# PetSmart



## mylittleluna (Dec 19, 2017)

Luna has been to the groomer only once. We used a PetSmart near by without issues (I stayed inside or near by the 4 hours the appt lasted). 

She has an appointment this Sunday but after reading the news I don't think I will take her.

I'm thinking on using a groomer that comes to the house. Would that be a good idea?


----------



## revakb2 (Sep 8, 2006)

I am not a fan of Petsmart grooming. I have used a mobile groomer for years now. She does an excellent job, comes to my house and does a full groom on both of my dogs in three hours. That means no cages, no waiting and less stress for the dogs. It does, however, cost more.


----------



## wkomorow (Aug 26, 2011)

I am also not a big fan of these type of groomers. In our area there is a serious shortage of groomers and appointments take many weeks. Luck has a standing appointment for every six weeks with his private groomer inside a vet office


----------



## pippersmom (May 21, 2012)

We go to a small private groomer. I have used her ever since i got Pipper. There is just her and one other groomer working there. She is so busy that she had to quit taking on any new clients. I have Pipper's appointments booked ahead all the way to Christmas.


----------



## maggieh (Dec 16, 2007)

I take the girls to a small local groomer that I've been using for 20 years. She has two young ladies who have both been professionally trained help her, and they do a nice job. Most importantly, they love my dogs!

Here's how I know they're in good hands - we occasionally see Sarah, the groomer, when we're out and about. The minute my girls see Sarah, they try to jump into Sarah's arms and smother her with kisses. That's how I know they're treated right!


----------



## Snuggle's Mom (Jan 3, 2008)

I take Chrissy to a Groomer within our Vet's office who does a fantastic job with her!! Not sure why it would take four hours at Pet Smart for a grooming as that does seem as a pretty long time to have to wait?


----------



## edelweiss (Apr 23, 2010)

Snuggle's Mom said:


> I take Chrissy to a Groomer within our Vet's office who does a fantastic job with her!! Not sure why it would take four hours at Pet Smart for a grooming as that does seem as a pretty long time to have to wait?

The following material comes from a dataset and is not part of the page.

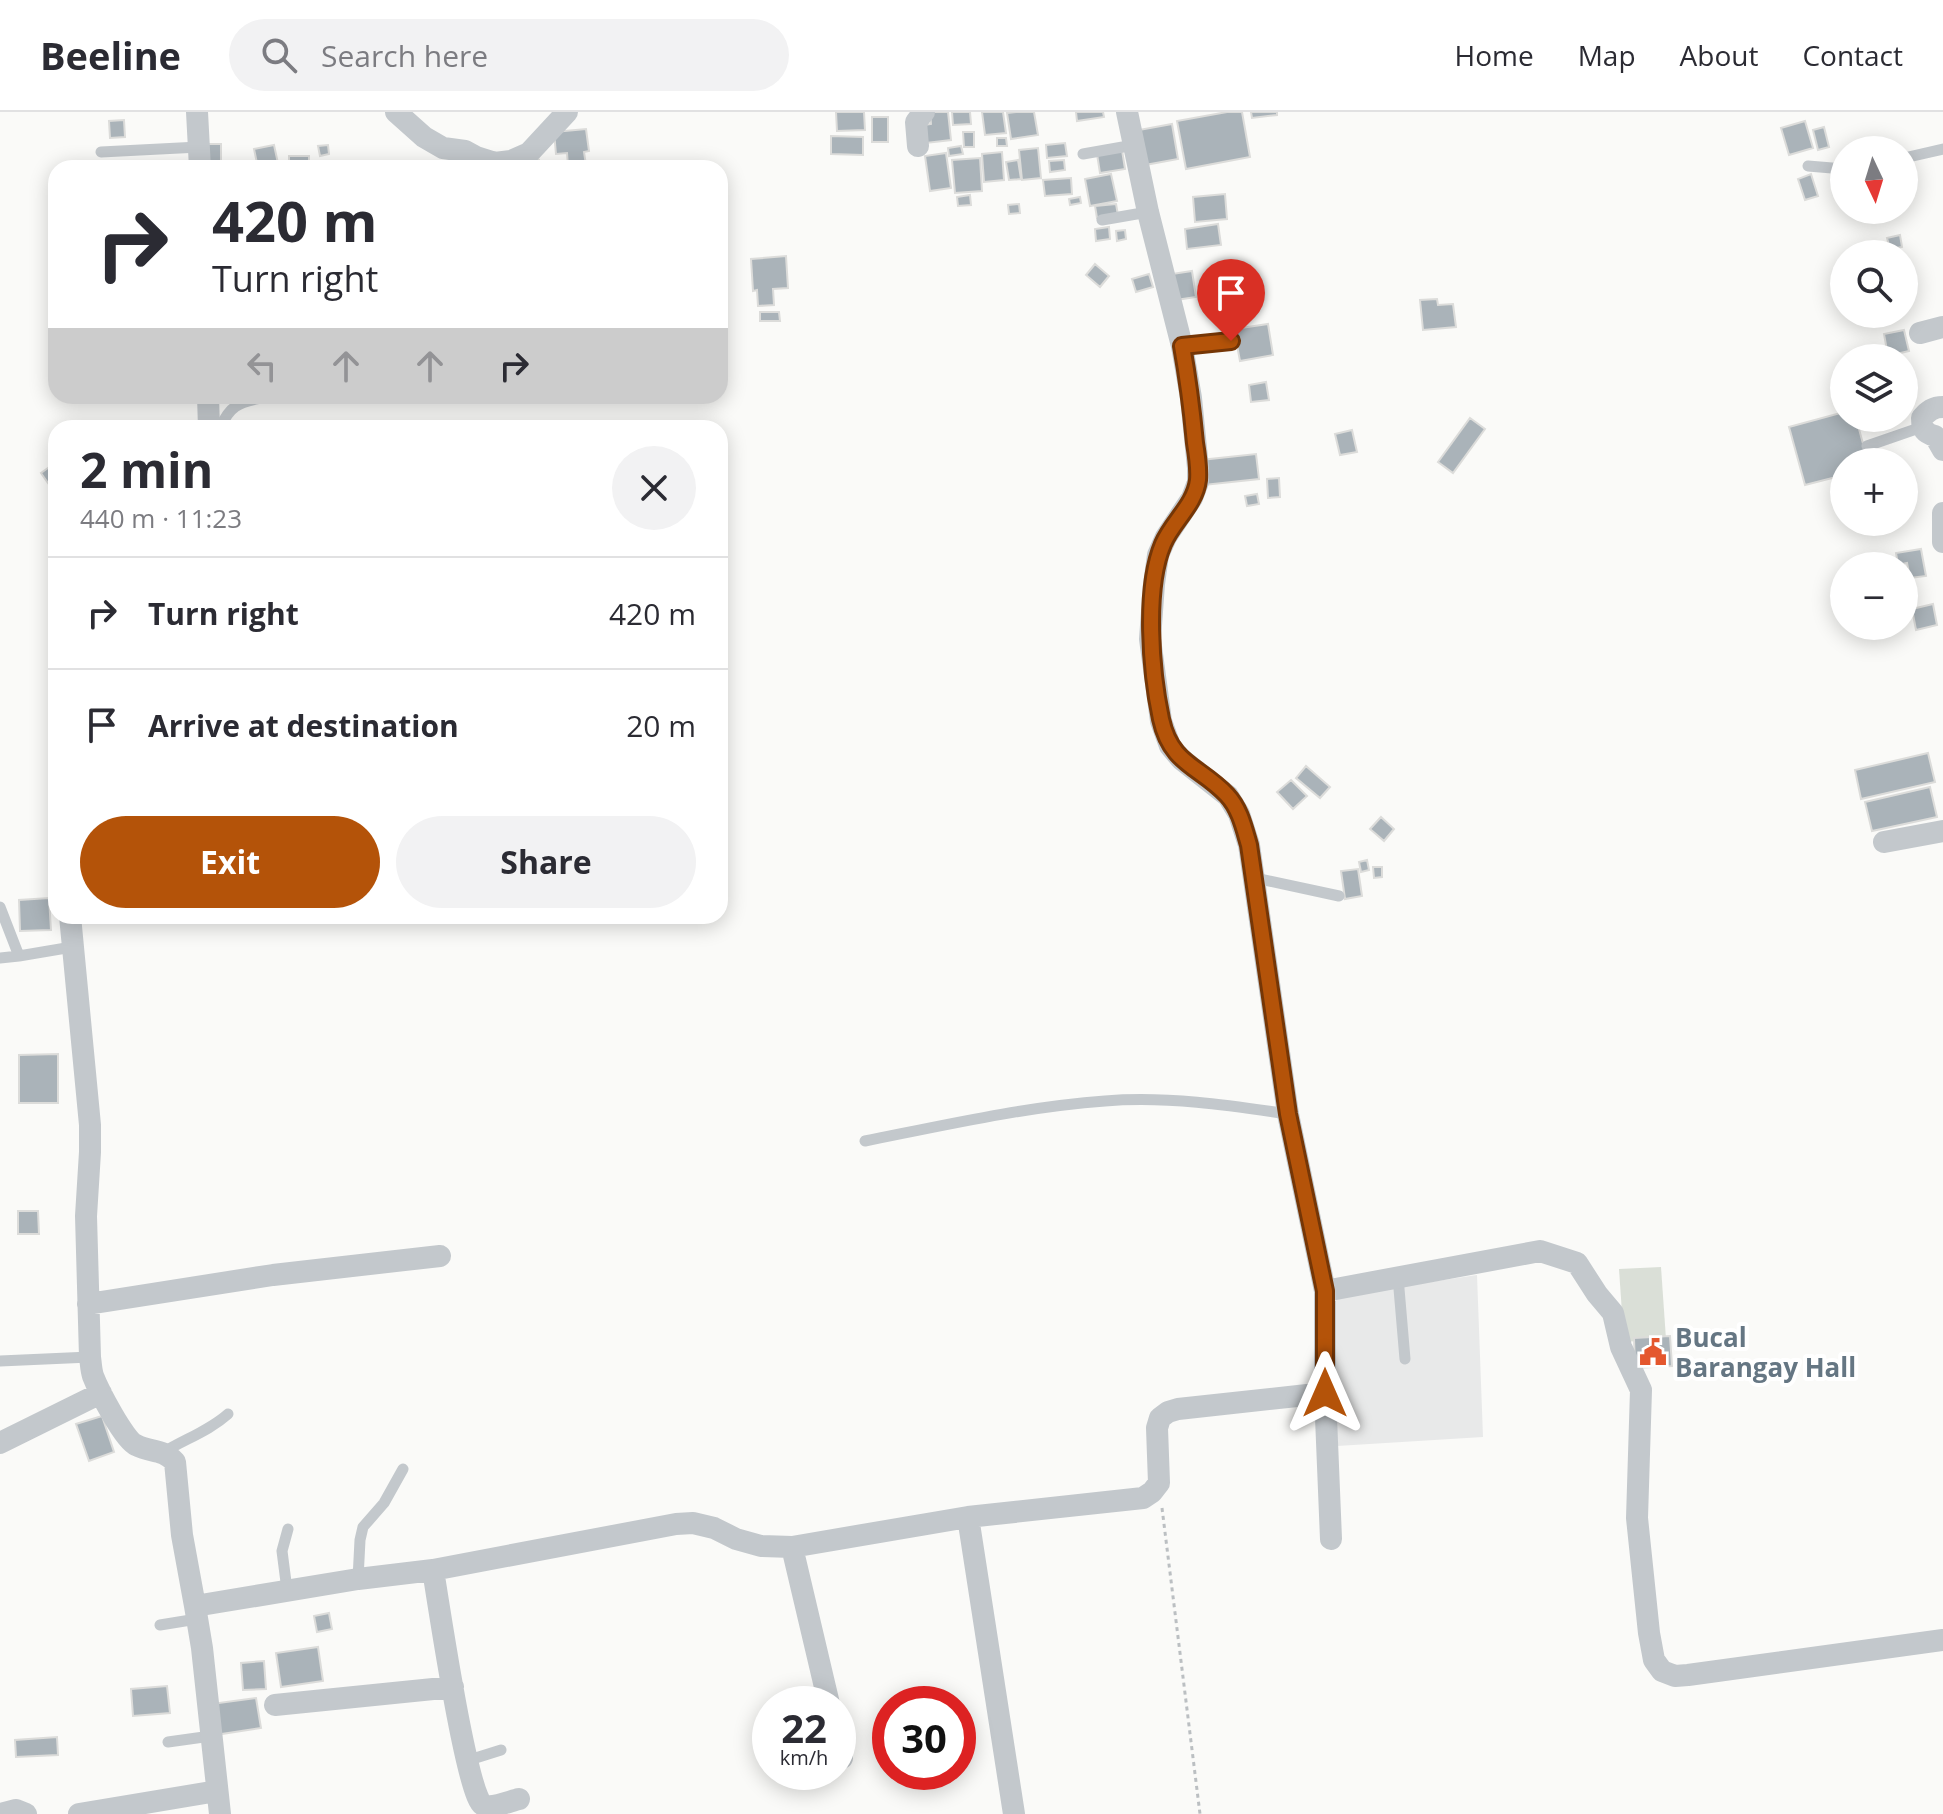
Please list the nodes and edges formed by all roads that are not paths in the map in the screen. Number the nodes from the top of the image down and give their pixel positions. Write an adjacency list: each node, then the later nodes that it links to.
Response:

Some groomers (secretly) use sedatives on the pups---at least they used to do this---not sure if it is still done. That could explain the long period maybe.


----------



## Snuggle's Mom (Jan 3, 2008)

Very interesting Sandi!! Never thought of that and I hope that is not the case in Petsmart!!


----------



## lonewolf (Dec 23, 2017)

Does PetSmart have a problem? Abby the corgi is at least the 4th dog to die in its stores since December. Does PetSmart have a problem? 
Cindy Arboleda,Yahoo Lifestyle 8 hours ago 


Chuck Crawford with Harley and Abby. (Photo: Facebook) 
Chuck Crawford dropped off his corgi, Abby, for a routine grooming at PetSmart, not knowing that was the last time he would see her alive.
On March 29, Crawford took Abby and his other corgi, Harley, to the PetSmart in Toms River, N.J., around 8 a.m. At 9:45 a.m. Crawford was called and told to pick up Abby’s carcass at a different PetSmart location.
In a 20-second phone call, the Toms River PetSmart employee informed Crawford, 76, that his dog was dead, according to NJ.com.
“It was so crude and beyond comprehension,” Crawford said. “To take your pet for a grooming and then have them die? That is the absolute worst thing.”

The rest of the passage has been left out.